O teu deserto é feito de um outro nada, de uma outra solidão. O teu silêncio é sopro de outra cor e tecido. A imensidão dos nossos corpos cobriria o mundo inteiro como um manto infinito de penumbra. O tempo inerte, incolor.

dos infinitos regressos

Esgotaste as desculpas e todos os adiamentos possíveis mas existem inevitabilidades agarradas às palavras. Escreves, portanto. E isto de escrever é mais forte que tu, é, como dizem os franceses, "malgré toi". E sendo assim estás isento de responsabilidades, de moral e de ética. Mesmo até, isento de estética. Literalmente. Ainda bem.

Calhou de lá passar um rio

Lá voltei, pela quarta vez em formação pela Symington, a sorte de ver de tão perto uma das maiores esculturas do mundo. Torga disse que era a "beleza absoluta" e bastou-me ir lá a primeira vez para o confirmar, mas para além da beleza há todo uma outra coisa que eleva o Douro a um milagre humano sem paralelo. Porque paisagens belas, deslumbrantes, existem em cada canto do nosso mundinho, mas o Douro é diferente. Está lá a paisagem sim, trabalho dos milénios da geologia, mas há uma outra coisa por em cima, algo mais recente no calendário cósmico, há todo um trabalho do Homem a desenhar esse vale, a plantar teimosamente vinha e a fazer dela a custo de sangue e suor, vinho. E pensar-se no caminho percorrido nos últimos séculos, no avanço tecnológico aliado há mais nobre das tradições de viticultura e vinificação, na produção pelas mãos mais humildes das gentes durienses de vinhos bebidos em palácios reais e em restaurantes de luxo por esse mundo fora, perante tudo isso me deslumbro de cada vez que lá vou. Disse-o alguém: o Douro são pessoas, trabalho, xisto, vinha e vinho, calhou de lá passar um rio com o mesmo nome.
 

O vento diz coisas

O vento diz coisas. Talvez não saibamos bem quais mas diz.
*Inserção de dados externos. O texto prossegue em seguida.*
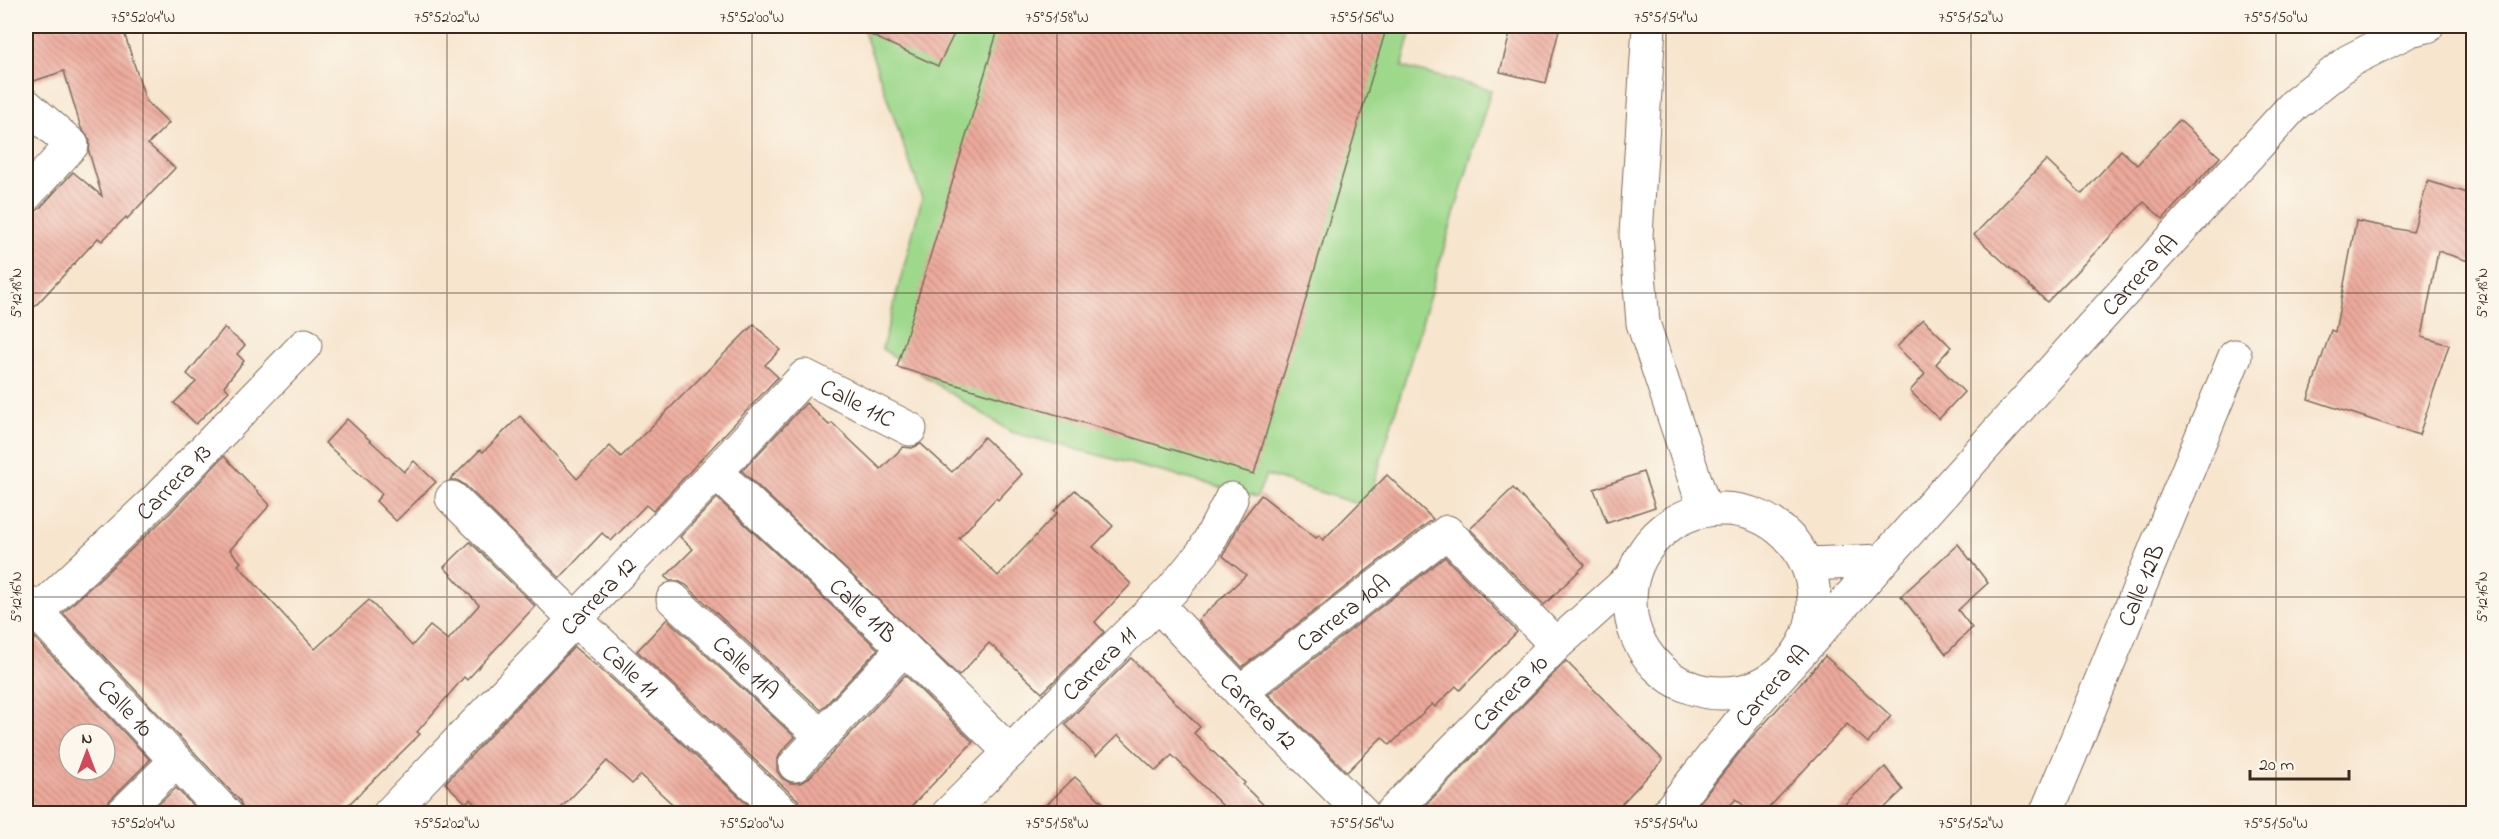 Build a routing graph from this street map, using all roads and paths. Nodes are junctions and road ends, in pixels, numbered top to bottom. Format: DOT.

E o mar, estes dias, veio confirmá-lo. Cada onda estendida para lá da praia até à estrada, será uma forma do vento falar. E as árvores nuas, tombadas ou de pé, uma outra forma. E o rodopiar das folhas soltas nos jardins uma mais. As coisas que dirá vêm de longe, de um outro tempo, e mesmo que repetidas são sempre novas. Há nas tempestades uma rebeldia que nos assusta, um estremecimento do mundo que abala também por dentro e ficamos sem saber se foi em nós que se iniciou ou se apenas servimos de eco, de caixa de ressonância.
O vento diz coisas, basta ser-se surdo para ouvir.